My dad won't budge on the subject for a few more weeks, until I finally convinced him that this would be the best thing for everyone.

And with that, I bring my mind back to the present, and back to the silver wolf before me.

As the playback comes to an end in our minds, I feel Paul's fur on mine. He's leaning his body weight into me and it fills me with a sense of calm. I haven't allowed myself to think freely about Chantelle for almost a year. I feel sort of peaceful having let the memories escape the deepest confines of my brain. Paul stays pressed up against my quietly, listening to me process this new feeling.

"It felt surprisingly good to let go of that. I've been holding onto that for so long." I finally say."

"Good baby. You can always talk to me about anything you know. You don't have to hold onto this stuff alone anymore. It's me and you now."

"Oh you know my deepest darkest secret now Paul, there's no escape for you anymore." I say, and just like that, the serious moment is broken and we're back to sharing silly little things with each other. I now know that Paul's favorite food is fried chicken, and he can't contain his laughter when I tell him the name of my childhood hamster was snuggly.

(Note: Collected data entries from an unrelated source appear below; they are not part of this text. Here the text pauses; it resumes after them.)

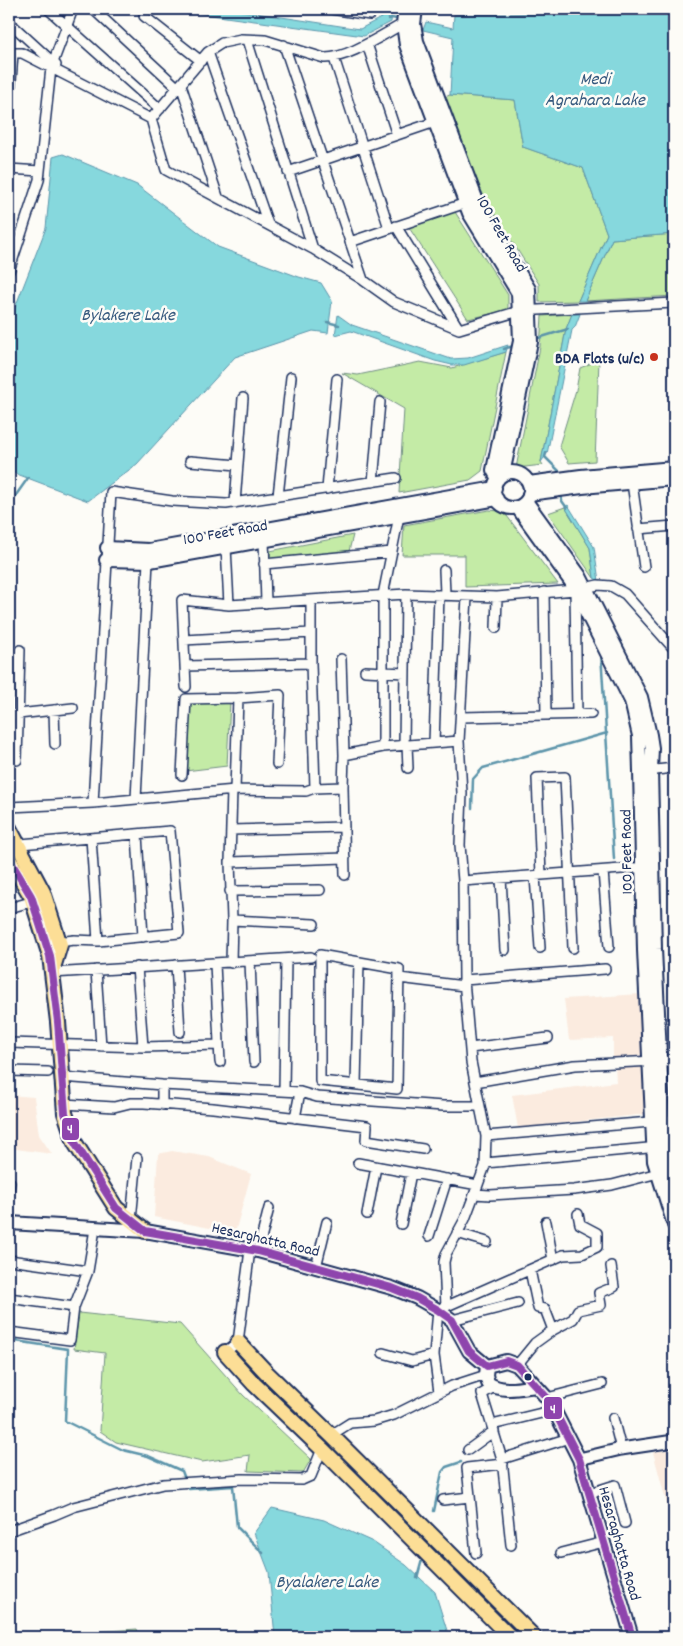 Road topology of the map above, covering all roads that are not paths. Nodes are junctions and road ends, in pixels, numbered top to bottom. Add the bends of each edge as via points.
1 (48, 9) edge
2 (73, 9) edge
3 (94, 9) edge
4 (331, 9) edge
5 (370, 9) edge
6 (410, 10) edge
7 (144, 16) dead end
8 (9, 22) edge
9 (402, 24) junction
10 (410, 37) junction
11 (247, 40) junction
12 (367, 44) junction
13 (284, 45) junction
14 (208, 52) junction
15 (11, 53) edge
16 (334, 58) junction
17 (201, 61) junction
18 (51, 68) junction
19 (71, 79) junction
20 (179, 86) junction
21 (160, 109) junction
22 (9, 110) edge
23 (151, 119) junction
24 (435, 122) junction
25 (397, 135) junction
26 (363, 147) junction
27 (323, 160) junction
28 (9, 169) edge
29 (40, 171) junction
30 (288, 172) junction
31 (218, 197) junction
32 (466, 203) junction
33 (268, 224) junction
34 (393, 227) junction
35 (350, 242) junction
36 (312, 249) junction
37 (9, 271) edge
38 (363, 280) junction
39 (674, 303) edge
40 (524, 311) junction
41 (459, 329) junction
42 (291, 377) dead end
43 (337, 379) dead end
44 (242, 398) dead end
45 (380, 402) dead end
46 (190, 461) dead end
47 (238, 465) junction
48 (674, 468) edge
49 (396, 478) dead end
50 (674, 479) edge
51 (373, 482) junction
52 (582, 482) junction
53 (632, 483) junction
54 (499, 485) junction
55 (327, 489) junction
56 (530, 493) junction
57 (278, 496) junction
58 (235, 503) junction
59 (399, 516) junction
60 (674, 526) edge
61 (638, 529) junction
62 (264, 540) junction
63 (226, 547) junction
64 (392, 552) junction
65 (106, 554) junction
66 (148, 561) junction
67 (264, 564) junction
68 (644, 566) dead end
69 (444, 570) dead end
70 (580, 589) junction
71 (544, 592) junction
72 (406, 594) junction
73 (383, 595) junction
74 (442, 595) junction
75 (467, 597) junction
76 (497, 598) junction
77 (311, 600) junction
78 (266, 603) junction
79 (229, 605) junction
80 (496, 628) dead end
81 (311, 633) junction
82 (184, 640) junction
83 (674, 649) edge
84 (20, 650) dead end
85 (342, 659) dead end
86 (311, 663) junction
87 (185, 666) junction
88 (20, 670) junction
89 (365, 671) dead end
90 (9, 672) edge
91 (383, 672) junction
92 (405, 673) junction
93 (186, 687) dead end
94 (238, 698) junction
95 (73, 708) dead end
96 (54, 710) junction
97 (19, 714) junction
98 (577, 714) junction
99 (591, 714) dead end
100 (9, 715) edge
101 (546, 715) junction
102 (462, 717) dead end
103 (459, 741) junction
104 (434, 743) junction
105 (55, 744) dead end
106 (406, 745) junction
107 (383, 747) junction
108 (344, 755) junction
109 (18, 760) dead end
110 (277, 764) dead end
111 (408, 768) dead end
112 (674, 768) edge
113 (645, 771) junction
114 (182, 775) dead end
115 (343, 787) junction
116 (315, 788) junction
117 (234, 790) junction
118 (136, 799) junction
119 (93, 802) junction
120 (9, 806) edge
121 (344, 827) junction
122 (9, 828) edge
123 (231, 830) junction
124 (137, 834) junction
125 (91, 838) junction
126 (13, 845) edge
127 (345, 858) junction
128 (9, 860) edge
129 (230, 862) junction
130 (648, 867) junction
131 (603, 871) junction
132 (570, 874) junction
133 (345, 875) dead end
134 (538, 876) junction
135 (501, 878) junction
136 (463, 881) junction
137 (320, 890) dead end
138 (230, 891) junction
139 (31, 902) dead end
140 (9, 908) edge
141 (232, 920) junction
142 (314, 924) dead end
143 (143, 937) junction
144 (98, 941) junction
145 (60, 945) junction
146 (609, 947) dead end
147 (540, 948) dead end
148 (573, 948) dead end
149 (505, 950) dead end
150 (50, 956) junction
151 (311, 957) dead end
152 (286, 959) junction
153 (250, 961) junction
154 (359, 962) junction
155 (231, 963) junction
156 (215, 964) junction
157 (176, 966) junction
158 (136, 968) junction
159 (605, 969) dead end
160 (96, 970) junction
161 (52, 973) junction
162 (399, 978) junction
163 (464, 983) junction
164 (180, 1032) dead end
165 (548, 1038) dead end
166 (9, 1043) edge
167 (60, 1044) junction
168 (219, 1045) junction
169 (101, 1046) junction
170 (143, 1047) junction
171 (470, 1048) junction
172 (674, 1060) edge
173 (655, 1061) junction
174 (220, 1062) dead end
175 (254, 1062) dead end
176 (9, 1071) edge
177 (48, 1072) dead end
178 (62, 1076) junction
179 (475, 1082) junction
180 (162, 1084) junction
181 (356, 1084) junction
182 (284, 1091) junction
183 (300, 1092) junction
184 (64, 1104) junction
185 (162, 1104) junction
186 (480, 1106) junction
187 (295, 1118) junction
188 (663, 1120) edge
189 (486, 1136) junction
190 (659, 1147) junction
191 (423, 1149) dead end
192 (137, 1158) dead end
193 (485, 1162) junction
194 (358, 1163) dead end
195 (376, 1166) junction
196 (667, 1171) edge
197 (411, 1173) junction
198 (447, 1179) junction
199 (674, 1188) edge
200 (476, 1189) junction
201 (269, 1208) dead end
202 (367, 1214) dead end
203 (578, 1214) dead end
204 (131, 1220) junction
205 (327, 1222) dead end
206 (546, 1222) dead end
207 (9, 1224) edge
208 (401, 1224) dead end
209 (674, 1225) edge
210 (95, 1229) junction
211 (145, 1231) junction
212 (457, 1233) junction
213 (429, 1236) dead end
214 (487, 1242) dead end
215 (254, 1250) junction
216 (9, 1260) edge
217 (553, 1260) junction
218 (611, 1266) dead end
219 (316, 1267) junction
220 (530, 1270) junction
221 (88, 1271) junction
222 (9, 1298) edge
223 (518, 1304) dead end
224 (74, 1307) junction
225 (442, 1308) junction
226 (452, 1320) junction
227 (553, 1330) junction
228 (9, 1332) edge
229 (238, 1342) junction
230 (225, 1352) joint
231 (383, 1353) dead end
232 (434, 1355) junction
233 (517, 1365) junction
234 (486, 1371) junction
235 (602, 1384) dead end
236 (536, 1386) junction
237 (494, 1387) junction
238 (439, 1392) junction
239 (547, 1398) junction
240 (554, 1410) junction
241 (613, 1418) dead end
242 (493, 1428) junction
243 (332, 1435) junction
244 (569, 1438) junction
245 (674, 1441) edge
246 (322, 1449) junction
247 (621, 1449) junction
248 (468, 1450) dead end
249 (579, 1459) junction
250 (502, 1462) junction
251 (590, 1493) junction
252 (470, 1497) junction
253 (443, 1500) dead end
254 (625, 1524) dead end
255 (9, 1531) edge
256 (604, 1542) junction
257 (511, 1545) dead end
258 (476, 1553) dead end
259 (561, 1553) dead end
260 (510, 1637) edge
261 (534, 1637) edge
262 (632, 1637) edge

1 - 21 street
2 - 18 street
3 - 20 street
4 - 5 street via 370,15
6 - 9 main road, 100 Feet Road
6 - 10 main road, 100 Feet Road
7 - 17 street
8 - 19 street
9 - 10 main road, 100 Feet Road
9 - 12 street
10 - 24 main road, 100 Feet Road
10 - 40 main road, 100 Feet Road via 480,209 528,286
11 - 13 street
11 - 14 street via 222,43
11 - 30 street
12 - 16 street
12 - 25 street
13 - 16 street via 324,58
13 - 27 street
14 - 17 street
14 - 33 street
15 - 18 street via 22,54
15 - 22 street
16 - 26 street
17 - 20 street
18 - 19 street
18 - 29 street
19 - 23 street
20 - 21 street
20 - 31 street
21 - 23 street
23 - 31 street via 166,170
24 - 25 street
24 - 32 main road, 100 Feet Road
25 - 26 street
26 - 27 street
26 - 34 street
27 - 30 street
27 - 35 street
28 - 29 street
29 - 37 street
30 - 36 street
31 - 33 street
32 - 34 street
32 - 40 main road, 100 Feet Road via 517,290
33 - 36 street
34 - 35 street
34 - 41 street
35 - 38 street
36 - 38 street
38 - 41 street via 394,302
39 - 40 street
40 - 41 street
40 - 54 main road, 100 Feet Road via 525,330 520,341 523,355 493,470
42 - 57 street
43 - 55 street
44 - 47 street
45 - 51 street
46 - 47 street
47 - 58 street
48 - 52 main road
49 - 51 street
50 - 53 main road
51 - 55 street
52 - 53 main road
52 - 56 main road
53 - 61 street
54 - 56 main road via 513,472 522,475
54 - 56 main road via 504,506
54 - 59 main road, 100 Feet Road
54 - 65 main road, 100 Feet Road via 149,550
55 - 57 street
56 - 70 main road, 100 Feet Road
57 - 58 street
58 - 65 street via 172,501 111,492
59 - 62 main road, 100 Feet Road
59 - 64 street
60 - 61 street
61 - 68 street
62 - 63 main road, 100 Feet Road
62 - 67 street
63 - 66 main road, 100 Feet Road
63 - 79 street
64 - 67 street
64 - 73 street
65 - 66 main road, 100 Feet Road
65 - 119 street
66 - 118 street
67 - 78 street
69 - 74 street
70 - 71 street
70 - 83 street via 611,586 625,594
70 - 98 street
70 - 113 main road, 100 Feet Road via 631,702
71 - 76 street
71 - 101 street
72 - 73 street
72 - 74 street
72 - 92 street
73 - 77 street
73 - 91 street
74 - 75 street
74 - 104 street
75 - 76 street
75 - 103 street
76 - 80 street
77 - 78 street
77 - 81 street
78 - 79 street
79 - 82 street via 182,600
81 - 82 street
81 - 86 street
82 - 87 street
84 - 88 street
85 - 108 street
86 - 87 street
86 - 116 street
87 - 93 street
88 - 90 street
88 - 97 street
89 - 91 street
91 - 92 street
91 - 107 street
92 - 106 street
94 - 110 street via 280,695
94 - 114 street via 186,699
94 - 117 street
95 - 96 street
96 - 97 street
96 - 105 street
97 - 100 street
97 - 109 street
98 - 99 street
98 - 101 street
101 - 102 street
103 - 104 street
103 - 136 street
104 - 106 street
106 - 107 street
106 - 111 street
107 - 108 street
108 - 115 street
112 - 113 street
113 - 130 main road, 100 Feet Road
115 - 116 street
115 - 121 street
116 - 117 street via 306,791
117 - 118 street
117 - 123 street
118 - 119 street
119 - 120 street
121 - 123 street
121 - 127 street
122 - 126 main road
123 - 129 street
124 - 125 street
124 - 143 street
124 - 143 street via 170,831 179,933
125 - 126 street
125 - 144 street
126 - 145 main road via 43,892
127 - 129 street
127 - 133 street
128 - 150 main road, Hesarghatta Road via 31,896
129 - 138 street
130 - 131 street
130 - 173 main road, 100 Feet Road
131 - 132 street
131 - 146 street
132 - 134 street
132 - 134 street via 565,776 537,778
132 - 148 street
134 - 135 street
134 - 147 street
135 - 136 street
135 - 149 street
136 - 163 street
137 - 138 street
138 - 141 street
139 - 140 street
141 - 142 street
141 - 155 street
143 - 144 street
144 - 145 street via 74,940
145 - 150 street
145 - 161 main road, Hesarghatta Road
150 - 161 main road, Hesarghatta Road
151 - 152 street
152 - 153 street
152 - 182 street
153 - 155 street
153 - 175 street
154 - 162 street via 399,969
154 - 181 street
154 - 181 street via 320,955 320,1081
155 - 156 street
156 - 157 street
156 - 168 street
157 - 158 street
157 - 164 street
158 - 160 street
158 - 170 street
159 - 163 street
160 - 161 street
160 - 169 street
161 - 167 main road, Hesarghatta Road
162 - 163 street
162 - 181 street via 397,1089
163 - 171 street
165 - 171 street
166 - 167 street
167 - 169 street
167 - 178 main road, Hesarghatta Road
168 - 170 street
168 - 174 street
169 - 170 street
171 - 179 street
172 - 173 street
173 - 179 street via 575,1065
173 - 188 main road, 100 Feet Road
176 - 177 street
178 - 180 street
178 - 184 main road, Hesarghatta Road
179 - 186 street
180 - 182 street
180 - 185 street
182 - 183 street
183 - 186 street via 317,1097
183 - 187 street
184 - 185 street via 114,1108 130,1103
184 - 204 main road, Hesarghatta Road via 75,1143 116,1208
185 - 187 street
186 - 189 street
187 - 191 street via 367,1126 366,1140
188 - 189 street
188 - 190 main road, 100 Feet Road
189 - 193 street
190 - 193 street
190 - 196 main road, 100 Feet Road via 654,1161
192 - 204 street
193 - 200 street
194 - 195 street
195 - 197 street
195 - 202 street
196 - 199 main road, 100 Feet Road
196 - 200 street via 612,1185 574,1190 490,1195
196 - 209 main road, 100 Feet Road
197 - 198 street
197 - 208 street
198 - 200 street
198 - 213 street
200 - 212 street
201 - 215 street
203 - 217 street via 580,1224 597,1233 597,1247
204 - 211 main road, Hesarghatta Road
205 - 219 street
206 - 217 street
207 - 210 main road
210 - 211 main road
210 - 221 street
211 - 215 main road, Hesarghatta Road
212 - 214 street
212 - 225 street via 444,1262
215 - 219 main road, Hesarghatta Road
215 - 229 street
216 - 221 street
217 - 220 street
218 - 227 street via 614,1288 599,1293 601,1305 578,1310 573,1319
219 - 225 main road, Hesarghatta Road via 392,1288
220 - 225 street
220 - 227 street via 538,1308 546,1309
221 - 224 street
222 - 224 street
223 - 226 street
224 - 228 street via 70,1340
225 - 226 main road, Hesarghatta Road
225 - 232 street
226 - 234 main road, Hesarghatta Road via 469,1351
227 - 233 street via 535,1343
229 - 230 street
229 - 243 main road
230 - 246 main road
231 - 232 street via 412,1361
232 - 238 street
233 - 234 main road via 506,1361
233 - 236 main road
234 - 237 main road, Hesarghatta Road via 488,1383
234 - 238 street
235 - 239 street
236 - 237 main road
236 - 239 main road
237 - 242 street via 482,1394
238 - 243 street via 394,1415 350,1423
239 - 240 main road
240 - 242 street
240 - 244 main road
241 - 247 street
242 - 248 street
242 - 250 street
243 - 261 main road
244 - 249 main road
244 - 250 street
245 - 247 street
246 - 255 street via 311,1476 302,1480 242,1478 164,1484 72,1507
246 - 260 main road
247 - 249 street
249 - 251 main road, Hesaraghatta Road
250 - 252 street via 468,1468
250 - 257 street
251 - 254 street via 615,1485
251 - 256 main road, Hesaraghatta Road
252 - 253 street
252 - 258 street
256 - 259 street
256 - 262 main road, Hesaraghatta Road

Eventually the sun starts to come up and we're relieved of duty by Edward slipping through Bella's window. We shift back into our human forms once we're back in our land, grabbing clothes we have stuffed away in the forest. We break through the tree line and out onto LaPush beach. There's no one else in sight and the sun is slowly morphing the sky from navy to purple.

"Will you sit and watch the sun come up with me?" I ask timidly.

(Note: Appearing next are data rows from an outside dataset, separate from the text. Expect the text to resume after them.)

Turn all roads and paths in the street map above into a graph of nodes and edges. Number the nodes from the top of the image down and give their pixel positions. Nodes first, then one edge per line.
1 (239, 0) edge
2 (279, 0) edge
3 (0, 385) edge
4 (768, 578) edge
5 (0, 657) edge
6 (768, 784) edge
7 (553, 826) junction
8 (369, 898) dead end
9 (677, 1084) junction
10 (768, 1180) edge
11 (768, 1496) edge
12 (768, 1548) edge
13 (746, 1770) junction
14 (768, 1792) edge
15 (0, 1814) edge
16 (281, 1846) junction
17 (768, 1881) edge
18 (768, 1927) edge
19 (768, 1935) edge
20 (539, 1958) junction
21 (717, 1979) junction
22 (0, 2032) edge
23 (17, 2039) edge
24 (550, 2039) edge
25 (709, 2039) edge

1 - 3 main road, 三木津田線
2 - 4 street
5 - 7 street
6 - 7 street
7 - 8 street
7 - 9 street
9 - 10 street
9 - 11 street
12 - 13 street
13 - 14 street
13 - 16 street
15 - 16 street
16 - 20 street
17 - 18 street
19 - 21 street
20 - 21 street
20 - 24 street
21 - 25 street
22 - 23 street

"Yeah. Come on." Paul can't hide the smile that creeps onto his face as he grabs my hand and leads me to a spot he deems acceptable, dropping down onto the sand.

I lean my head on his shoulder and his arm seems to naturally wrap around me, enveloping me in his warmth. I know he's not even watching the sunrise, cause I can feel his forehead resting on the side of my head.

A few minutes pass before I break the silence.

"Do you think this counts as our first date?" I ask out of curiosity, and let's be honest, a bit of hopefulness. But Paul pulls back in mock offence.

"What no! When it's our first date you'll know it! I'm gonna pull out all the stops for you. It's going to be epic."

"Well good, I can't wait! I want the full package deal. I expect flowers and I expect to swoon." I tease back.

"Oh I promise. I'll pick you up at 7." And with that Paul plants a kiss on my cheek, gets up and takes off into the woods.